▶ [WORK ORDER] Each entry below should be retyped exactly as given.

········

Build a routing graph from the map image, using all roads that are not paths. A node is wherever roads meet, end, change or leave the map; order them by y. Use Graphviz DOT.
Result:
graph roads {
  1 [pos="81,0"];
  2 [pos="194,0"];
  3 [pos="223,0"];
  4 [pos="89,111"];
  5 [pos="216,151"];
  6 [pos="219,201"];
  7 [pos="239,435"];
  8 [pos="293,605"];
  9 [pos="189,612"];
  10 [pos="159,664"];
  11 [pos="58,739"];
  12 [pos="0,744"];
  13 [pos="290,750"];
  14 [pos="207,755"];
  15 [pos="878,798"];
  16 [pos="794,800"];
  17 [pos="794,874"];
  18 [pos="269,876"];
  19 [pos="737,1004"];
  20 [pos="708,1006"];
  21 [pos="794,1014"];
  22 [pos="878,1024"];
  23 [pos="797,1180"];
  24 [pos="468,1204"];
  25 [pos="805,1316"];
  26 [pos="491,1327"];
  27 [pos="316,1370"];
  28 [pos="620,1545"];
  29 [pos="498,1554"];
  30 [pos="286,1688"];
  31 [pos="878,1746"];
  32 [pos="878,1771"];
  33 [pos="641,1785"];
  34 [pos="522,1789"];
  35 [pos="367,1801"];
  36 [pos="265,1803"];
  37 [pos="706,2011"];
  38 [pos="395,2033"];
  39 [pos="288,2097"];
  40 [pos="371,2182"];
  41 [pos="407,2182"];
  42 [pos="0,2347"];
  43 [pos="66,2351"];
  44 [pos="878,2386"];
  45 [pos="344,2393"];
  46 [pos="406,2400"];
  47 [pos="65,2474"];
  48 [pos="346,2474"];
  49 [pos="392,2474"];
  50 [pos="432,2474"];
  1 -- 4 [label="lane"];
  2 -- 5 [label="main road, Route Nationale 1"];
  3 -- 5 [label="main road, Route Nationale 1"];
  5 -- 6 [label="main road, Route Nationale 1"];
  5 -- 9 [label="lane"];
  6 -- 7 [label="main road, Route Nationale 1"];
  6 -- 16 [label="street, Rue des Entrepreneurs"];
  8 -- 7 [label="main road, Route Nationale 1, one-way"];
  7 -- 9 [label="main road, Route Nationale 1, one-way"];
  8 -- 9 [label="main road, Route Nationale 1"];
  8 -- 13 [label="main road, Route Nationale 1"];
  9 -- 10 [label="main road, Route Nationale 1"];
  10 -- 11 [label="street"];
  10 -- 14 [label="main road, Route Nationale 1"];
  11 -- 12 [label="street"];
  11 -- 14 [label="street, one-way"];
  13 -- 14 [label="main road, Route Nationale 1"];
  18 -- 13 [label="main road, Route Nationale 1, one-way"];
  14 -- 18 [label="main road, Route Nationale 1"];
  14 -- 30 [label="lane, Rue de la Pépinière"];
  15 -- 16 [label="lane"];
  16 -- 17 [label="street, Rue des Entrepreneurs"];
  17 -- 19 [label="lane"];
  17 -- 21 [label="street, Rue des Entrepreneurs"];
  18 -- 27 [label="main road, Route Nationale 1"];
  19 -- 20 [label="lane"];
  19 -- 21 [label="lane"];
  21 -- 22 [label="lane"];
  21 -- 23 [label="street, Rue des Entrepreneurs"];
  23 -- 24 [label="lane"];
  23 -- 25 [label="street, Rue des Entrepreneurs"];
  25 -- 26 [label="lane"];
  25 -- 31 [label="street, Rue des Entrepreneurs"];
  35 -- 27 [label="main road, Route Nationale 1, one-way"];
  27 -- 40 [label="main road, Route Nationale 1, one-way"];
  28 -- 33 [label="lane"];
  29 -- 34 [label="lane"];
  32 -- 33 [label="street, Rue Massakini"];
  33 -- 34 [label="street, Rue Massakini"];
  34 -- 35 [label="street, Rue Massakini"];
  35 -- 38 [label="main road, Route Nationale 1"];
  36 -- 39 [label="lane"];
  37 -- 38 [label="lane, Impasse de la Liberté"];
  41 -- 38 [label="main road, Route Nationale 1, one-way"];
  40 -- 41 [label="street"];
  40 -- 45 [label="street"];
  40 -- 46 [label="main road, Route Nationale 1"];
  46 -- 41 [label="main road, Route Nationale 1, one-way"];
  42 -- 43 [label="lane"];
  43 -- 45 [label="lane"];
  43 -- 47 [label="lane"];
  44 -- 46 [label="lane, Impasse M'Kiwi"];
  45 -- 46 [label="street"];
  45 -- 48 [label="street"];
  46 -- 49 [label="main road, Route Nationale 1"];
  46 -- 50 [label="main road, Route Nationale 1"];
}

········

▶ [RESULT]
Build a routing graph from the map image, using all roads that are not paths. A node is wherever roads meet, end, change or leave the map; order them by y. Use Graphviz DOT.
Result:
graph roads {
  1 [pos="81,0"];
  2 [pos="194,0"];
  3 [pos="223,0"];
  4 [pos="89,111"];
  5 [pos="216,151"];
  6 [pos="219,201"];
  7 [pos="239,435"];
  8 [pos="293,605"];
  9 [pos="189,612"];
  10 [pos="159,664"];
  11 [pos="58,739"];
  12 [pos="0,744"];
  13 [pos="290,750"];
  14 [pos="207,755"];
  15 [pos="878,798"];
  16 [pos="794,800"];
  17 [pos="794,874"];
  18 [pos="269,876"];
  19 [pos="737,1004"];
  20 [pos="708,1006"];
  21 [pos="794,1014"];
  22 [pos="878,1024"];
  23 [pos="797,1180"];
  24 [pos="468,1204"];
  25 [pos="805,1316"];
  26 [pos="491,1327"];
  27 [pos="316,1370"];
  28 [pos="620,1545"];
  29 [pos="498,1554"];
  30 [pos="286,1688"];
  31 [pos="878,1746"];
  32 [pos="878,1771"];
  33 [pos="641,1785"];
  34 [pos="522,1789"];
  35 [pos="367,1801"];
  36 [pos="265,1803"];
  37 [pos="706,2011"];
  38 [pos="395,2033"];
  39 [pos="288,2097"];
  40 [pos="371,2182"];
  41 [pos="407,2182"];
  42 [pos="0,2347"];
  43 [pos="66,2351"];
  44 [pos="878,2386"];
  45 [pos="344,2393"];
  46 [pos="406,2400"];
  47 [pos="65,2474"];
  48 [pos="346,2474"];
  49 [pos="392,2474"];
  50 [pos="432,2474"];
  1 -- 4 [label="lane"];
  2 -- 5 [label="main road, Route Nationale 1"];
  3 -- 5 [label="main road, Route Nationale 1"];
  5 -- 6 [label="main road, Route Nationale 1"];
  5 -- 9 [label="lane"];
  6 -- 7 [label="main road, Route Nationale 1"];
  6 -- 16 [label="street, Rue des Entrepreneurs"];
  8 -- 7 [label="main road, Route Nationale 1, one-way"];
  7 -- 9 [label="main road, Route Nationale 1, one-way"];
  8 -- 9 [label="main road, Route Nationale 1"];
  8 -- 13 [label="main road, Route Nationale 1"];
  9 -- 10 [label="main road, Route Nationale 1"];
  10 -- 11 [label="street"];
  10 -- 14 [label="main road, Route Nationale 1"];
  11 -- 12 [label="street"];
  11 -- 14 [label="street, one-way"];
  13 -- 14 [label="main road, Route Nationale 1"];
  18 -- 13 [label="main road, Route Nationale 1, one-way"];
  14 -- 18 [label="main road, Route Nationale 1"];
  14 -- 30 [label="lane, Rue de la Pépinière"];
  15 -- 16 [label="lane"];
  16 -- 17 [label="street, Rue des Entrepreneurs"];
  17 -- 19 [label="lane"];
  17 -- 21 [label="street, Rue des Entrepreneurs"];
  18 -- 27 [label="main road, Route Nationale 1"];
  19 -- 20 [label="lane"];
  19 -- 21 [label="lane"];
  21 -- 22 [label="lane"];
  21 -- 23 [label="street, Rue des Entrepreneurs"];
  23 -- 24 [label="lane"];
  23 -- 25 [label="street, Rue des Entrepreneurs"];
  25 -- 26 [label="lane"];
  25 -- 31 [label="street, Rue des Entrepreneurs"];
  35 -- 27 [label="main road, Route Nationale 1, one-way"];
  27 -- 40 [label="main road, Route Nationale 1, one-way"];
  28 -- 33 [label="lane"];
  29 -- 34 [label="lane"];
  32 -- 33 [label="street, Rue Massakini"];
  33 -- 34 [label="street, Rue Massakini"];
  34 -- 35 [label="street, Rue Massakini"];
  35 -- 38 [label="main road, Route Nationale 1"];
  36 -- 39 [label="lane"];
  37 -- 38 [label="lane, Impasse de la Liberté"];
  41 -- 38 [label="main road, Route Nationale 1, one-way"];
  40 -- 41 [label="street"];
  40 -- 45 [label="street"];
  40 -- 46 [label="main road, Route Nationale 1"];
  46 -- 41 [label="main road, Route Nationale 1, one-way"];
  42 -- 43 [label="lane"];
  43 -- 45 [label="lane"];
  43 -- 47 [label="lane"];
  44 -- 46 [label="lane, Impasse M'Kiwi"];
  45 -- 46 [label="street"];
  45 -- 48 [label="street"];
  46 -- 49 [label="main road, Route Nationale 1"];
  46 -- 50 [label="main road, Route Nationale 1"];
}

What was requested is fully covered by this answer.